Prayer Journal Entry: February
19, 2019
Dear Lord, I feel stretched in so many directions! Please guide my actions according to your will. Help me make decisions about the (too many) things on my mind.
Busyness. The
laundry, most of the meal making and house cleaning chores are my responsibility. And I don’t
mind it, if I can get it all done. The
cooking is enjoyable, it’s the deciding what, and the shopping for, that takes me
so long! Will I ever get around to de-cluttering the kitchen and organizing closets? Less stuff, less stress, should I just give things away?
Obligations. I do need to visit my parents more often.

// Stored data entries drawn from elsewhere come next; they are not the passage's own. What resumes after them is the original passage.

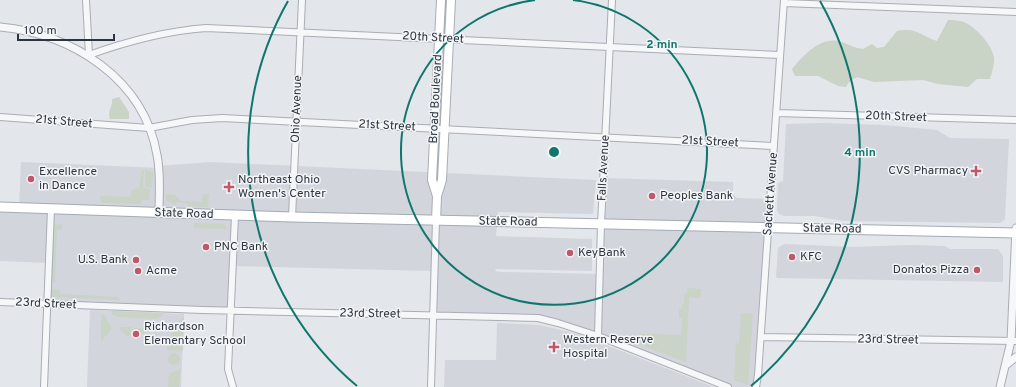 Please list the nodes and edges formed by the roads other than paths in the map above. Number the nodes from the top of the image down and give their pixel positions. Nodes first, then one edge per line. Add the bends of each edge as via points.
1 (86, 0) edge
2 (302, 0) edge
3 (441, 0) edge
4 (451, 0) edge
5 (612, 0) edge
6 (784, 1) edge
7 (1016, 12) edge
8 (0, 27) edge
9 (300, 31) junction
10 (439, 39) junction
11 (449, 39) junction
12 (610, 47) junction
13 (89, 55) junction
14 (780, 55) junction
15 (776, 113) junction
16 (0, 117) edge
17 (1016, 120) edge
18 (296, 122) junction
19 (149, 128) junction
20 (435, 129) junction
21 (444, 129) junction
22 (605, 137) junction
23 (774, 146) junction
24 (437, 196) junction
25 (0, 207) edge
26 (51, 209) junction
27 (158, 213) junction
28 (235, 216) junction
29 (292, 218) junction
30 (436, 221) junction
31 (601, 224) junction
32 (769, 228) junction
33 (1016, 228) edge
34 (1016, 233) edge
35 (0, 302) edge
36 (47, 304) junction
37 (231, 311) junction
38 (433, 315) junction
39 (598, 336) junction
40 (760, 337) junction
41 (1013, 341) edge
42 (1016, 357) edge
43 (1006, 365) junction
44 (44, 387) edge
45 (233, 387) edge
46 (431, 387) edge
47 (728, 387) edge
48 (756, 387) edge
49 (1000, 387) edge

1 - 13 street
2 - 9 street, Ohio Avenue
3 - 10 main road, Broad Boulevard
4 - 11 main road, Broad Boulevard
5 - 12 street, Falls Avenue
6 - 7 street
6 - 14 street, Sackett Avenue
8 - 13 street via 47,37
9 - 10 street, 20th Street
9 - 13 street, 20th Street via 220,28 182,30 136,39
9 - 18 street, Ohio Avenue
10 - 11 street, 20th Street
10 - 20 main road, Broad Boulevard
11 - 12 street, 20th Street
11 - 21 main road, Broad Boulevard
12 - 14 street, 20th Street
12 - 22 street, Falls Avenue
13 - 19 street via 128,90
14 - 15 street, Sackett Avenue
15 - 17 street, 20th Street
15 - 23 street, Sackett Avenue
16 - 19 street, 21st Street
18 - 19 street, 21st Street via 212,118
18 - 20 street, 21st Street
18 - 29 street, Ohio Avenue
19 - 27 street via 159,164
20 - 21 street, 21st Street
20 - 24 main road, Broad Boulevard via 432,180
21 - 22 street, 21st Street
21 - 24 main road, Broad Boulevard via 442,180
22 - 23 street, 21st Street
22 - 31 street, Falls Avenue
23 - 32 street, Sackett Avenue
24 - 30 main road, Broad Boulevard
25 - 26 main road, State Road
26 - 27 main road, State Road
26 - 36 street
27 - 28 main road, State Road
28 - 29 main road, State Road
28 - 37 street
29 - 30 main road, State Road
30 - 31 main road, State Road
30 - 38 street, Broad Boulevard
31 - 32 main road, State Road
31 - 39 street, Falls Avenue
32 - 34 main road, State Road
32 - 40 street, Sackett Avenue
33 - 34 street
34 - 41 street
35 - 36 street, 23rd Street
36 - 37 street, 23rd Street
36 - 44 street
37 - 38 street, 23rd Street
37 - 45 street via 228,368
38 - 39 street, 23rd Street via 538,318
38 - 46 street, Broad Boulevard
39 - 47 street, 23rd Street
40 - 41 street, 23rd Street
40 - 48 street, Sackett Avenue
41 - 43 street
42 - 43 street
43 - 49 street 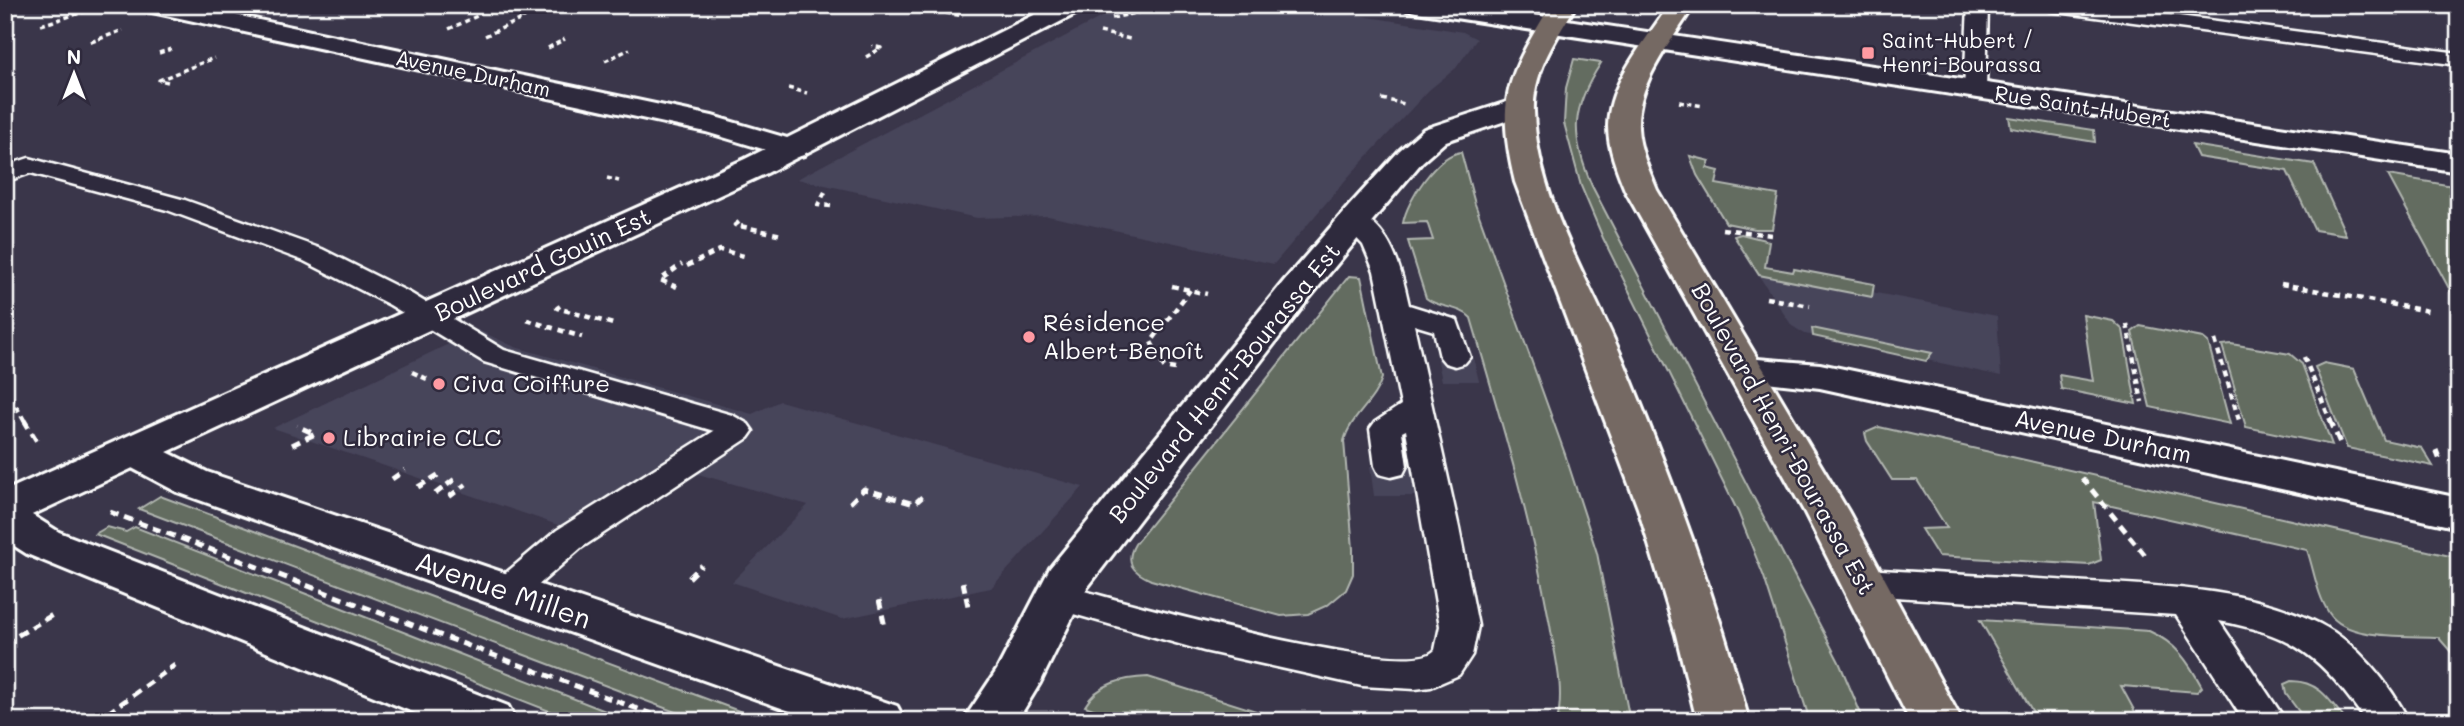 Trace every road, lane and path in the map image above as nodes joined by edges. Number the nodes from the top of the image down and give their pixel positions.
1 (152, 5) edge
2 (1074, 5) edge
3 (1416, 5) edge
4 (1682, 5) edge
5 (1978, 5) edge
6 (2050, 5) edge
7 (93, 9) dead end
8 (1201, 9) dead end
9 (1558, 16) edge
10 (519, 17) dead end
11 (1102, 20) dead end
12 (41, 24) dead end
13 (1119, 37) dead end
14 (1130, 39) dead end
15 (476, 41) dead end
16 (1658, 42) junction
17 (872, 46) dead end
18 (216, 57) dead end
19 (866, 57) dead end
20 (2459, 59) edge
21 (168, 82) dead end
22 (1975, 90) junction
23 (1679, 102) dead end
24 (1704, 106) dead end
25 (1519, 107) junction
26 (793, 149) junction
27 (2459, 163) edge
28 (5, 175) edge
29 (825, 192) dead end
30 (831, 206) dead end
31 (742, 220) dead end
32 (1354, 222) junction
33 (1722, 229) dead end
34 (782, 235) dead end
35 (1770, 236) dead end
36 (744, 256) dead end
37 (2281, 284) dead end
38 (1172, 286) dead end
39 (677, 287) dead end
40 (1191, 290) junction
41 (1207, 294) dead end
42 (1766, 298) dead end
43 (566, 302) dead end
44 (1810, 306) dead end
45 (1396, 310) junction
46 (2428, 311) dead end
47 (520, 317) dead end
48 (429, 318) junction
49 (612, 324) dead end
50 (2126, 324) dead end
51 (583, 337) dead end
52 (2215, 340) dead end
53 (1455, 357) dead end
54 (2304, 357) dead end
55 (1745, 370) junction
56 (1184, 372) dead end
57 (5, 387) edge
58 (1417, 408) junction
59 (2143, 410) dead end
60 (292, 424) dead end
61 (2242, 430) dead end
62 (292, 444) dead end
63 (132, 451) junction
64 (2343, 451) dead end
65 (44, 453) dead end
66 (1391, 466) dead end
67 (407, 470) dead end
68 (438, 475) dead end
69 (2080, 475) dead end
70 (394, 479) dead end
71 (455, 480) dead end
72 (466, 484) dead end
73 (418, 487) dead end
74 (435, 494) dead end
75 (449, 497) dead end
76 (922, 497) dead end
77 (850, 503) dead end
78 (2101, 503) dead end
79 (5, 509) edge
80 (106, 510) dead end
81 (2459, 513) edge
82 (5, 519) edge
83 (702, 565) dead end
84 (689, 578) dead end
85 (963, 582) dead end
86 (1864, 582) junction
87 (507, 592) junction
88 (1058, 597) junction
89 (879, 600) dead end
90 (2188, 604) junction
91 (968, 606) dead end
92 (54, 614) dead end
93 (884, 627) dead end
94 (5, 643) edge
95 (175, 665) dead end
96 (108, 712) dead end
97 (490, 721) edge
98 (670, 721) edge
99 (879, 721) edge
100 (989, 721) edge
101 (1723, 721) edge
102 (1936, 721) edge
103 (2266, 721) edge
104 (2389, 721) edge

1 - 26 street, Avenue Durham
2 - 26 street, Boulevard Gouin Est
3 - 9 street, Rue Saint-Hubert
4 - 16 main road, Boulevard Henri-Bourassa Est
5 - 22 lane
6 - 20 lane
7 - 12 path
8 - 11 path
9 - 16 street, Rue Saint-Hubert
9 - 25 main road
10 - 15 path
13 - 14 path
16 - 22 street, Rue Saint-Hubert
16 - 55 main road, Boulevard Henri-Bourassa Est
17 - 19 path
18 - 21 path
22 - 27 street, Rue Saint-Hubert
23 - 24 path
25 - 32 street, Boulevard Henri-Bourassa Est
25 - 101 main road
26 - 48 street, Boulevard Gouin Est
28 - 48 lane
29 - 30 path
31 - 34 path
32 - 45 lane
32 - 88 street, Boulevard Henri-Bourassa Est
33 - 35 path
36 - 39 path
37 - 46 path
38 - 40 path
40 - 41 path
40 - 56 path
42 - 44 path
43 - 49 path
45 - 53 lane
45 - 58 lane
47 - 51 path
48 - 63 street, Boulevard Gouin Est
48 - 87 lane
50 - 59 path
52 - 61 path
54 - 64 path
55 - 81 street, Avenue Durham
55 - 86 main road, Boulevard Henri-Bourassa Est
57 - 65 path
58 - 66 lane
58 - 88 lane
60 - 62 path
63 - 79 street, Boulevard Gouin Est
63 - 87 street, Avenue Millen
67 - 70 path
68 - 73 path
69 - 78 path
71 - 74 path
72 - 75 path
76 - 77 path
80 - 98 path
82 - 97 street
83 - 84 path
85 - 91 path
86 - 90 lane
86 - 102 main road, Boulevard Henri-Bourassa Est
87 - 99 street, Avenue Millen
88 - 100 street, Boulevard Henri-Bourassa Est
89 - 93 path
90 - 103 lane
90 - 104 lane
92 - 94 path
95 - 96 path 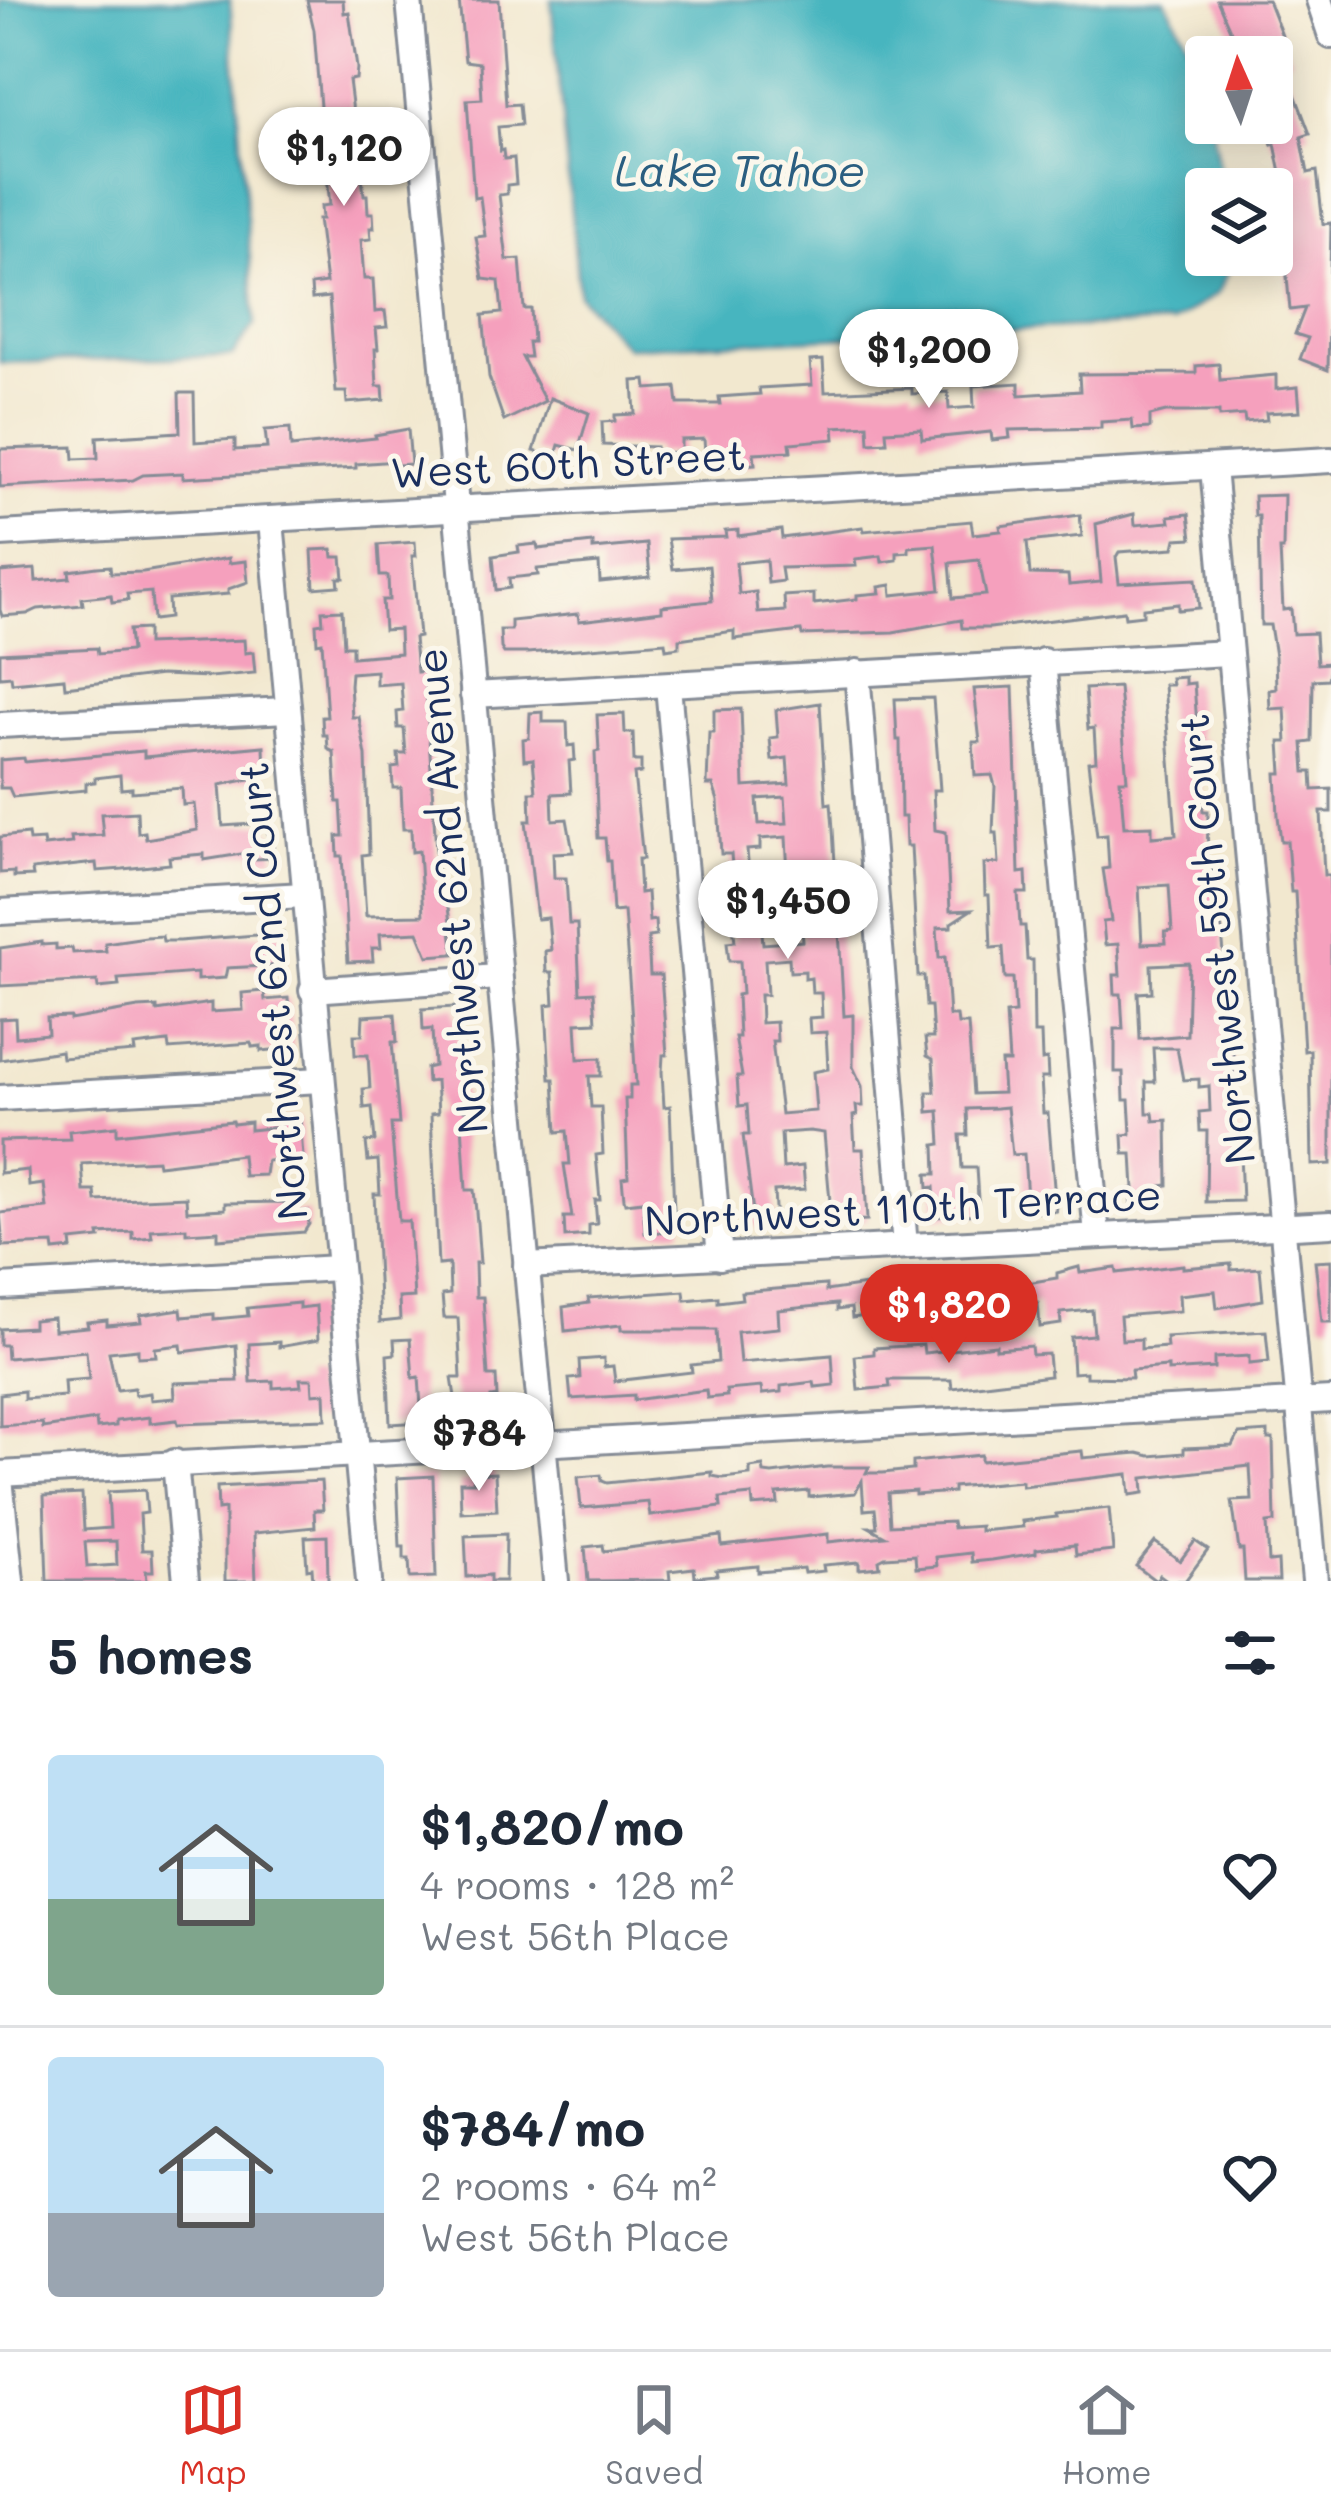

(Thank you Lord they are still on earth. I am
grateful for being able to assist with their needs.) There’s also time spent with Tina,
the special needs young woman you brought into my life. She is not crazy about
our volunteering together at the library, but she never turns down learning about her Savior. Also Lord, help
me finish the promotional work for the missionary group and
the writer’s conference. Both of these responsibilities
are privileges. Perhaps I overdo the marketing bit, and that’s another reason
for my anxiety? Teach me Lord, to balance my efforts in every task.
Overwhelmed. I promised a visit to a lonely friend on the other side of the state. There are new members in our congregation I should invite over for a meal. With my new health concerns, the two hours at the YMCA every morning is a must. Volunteering at my church’s preschool once a week fills a need, and renews my appreciation for child care providers. This is all good stuff. Service to others, as You taught. How can I cut back?
Opportunities. Those girl-friend coffee dates and nature walks renew me. Two other friends dealing with cancer could use a visit and maybe a gift. How do I squeeze that in? Should I let my husband go alone to visit the ill and inactive people from our church?
Looking at my list of to-dos and my want to-dos makes me almost dizzy. Where is my unrushed,
thoughtful time to read your Word, pray, and praise? Was it Martin Luther who said the busier he was,the longer time he’d spend in
prayer? Well, perhaps today’s entry in
this journal parallels that thought.
Thank you
for listening Lord. Forgive the busyness I put on myself. Direct me to
concentrate on the tasks that are from your holy will. Thank you Jesus for understanding the crazy, pulled-in-many-directions
stress of living in a rush-rush world. Show me how to “Be still and know that I am
God” in my every day.
AMEN
AMEN
Prayer Journal Entry: March 20, 2020
Dear
all-knowing, loving heavenly Father,
Is it appropriate to give thanks for this virus and quarantine?
Of course I am not rejoicing about the sickness and sadness it has caused
around the world. But because of the
unknowns, fears and isolation, more are turning to you. People are running to the stores to hoard food and
supplies, so they feel a sense of control. Teach them, Jesus, you are in control and you will work things out for our
spiritual best.
There is blame being put on
governments, politicians, the media and others.
If-onlys are debated as we watch the death tolls rise and hospitals
fill. The faults should fall on my shoulders, Lord, and everyone who has neglected your Word. You designed our bodies and warn against behaviors that damage them. Why do we continue to reject what is best for us?
Some have called COVID-19’s attack on the world a war. It is my deeply-felt prayer Lord, that it uncovers the more dangerous battle that Satan has been increasingly, invisibly, waging. He has influenced countless numbers of people to call truth a lie, and live by his evil standards.
Father
forgive us for changing your definitions of life, family, work, worship and
rest. We have followed self-centered, time wasting, even demonic pursuits. Thank you
Lord for redirecting our schedules and priorities as more places shut down in fear of this plague.
There are so many Christian books stacked up on my
shelves that I was hoping to read "some day." You have given me time to enjoy and absorb them. What a
blessing it has been to take as long as I’d like to dig into your Word, mining
and applying astounding treasures.
The encouragement and get
well cards I’ve been meaning to send will finally get out in the mail! Contacting far away friends and
yes, even cleaning out several rooms, have already been done! The whole house has never looked so good, but no company can come over to see it! :)
`Forgive me Lord, for worshiping my busyness, my accomplishments,
in place of You. Use this virus, or
whatever it takes, to lift my and society’s eyes up to You. Hear our urgent prayers,
because our days are numbered and “now is the day of salvation.” ---your adopted, appreciative daughter
“Therefore come out from them and be
separate (from the world and its desires). Touch no unclean thing and I will
receive you. I will be a Father to you and you will be my sons and daughters.”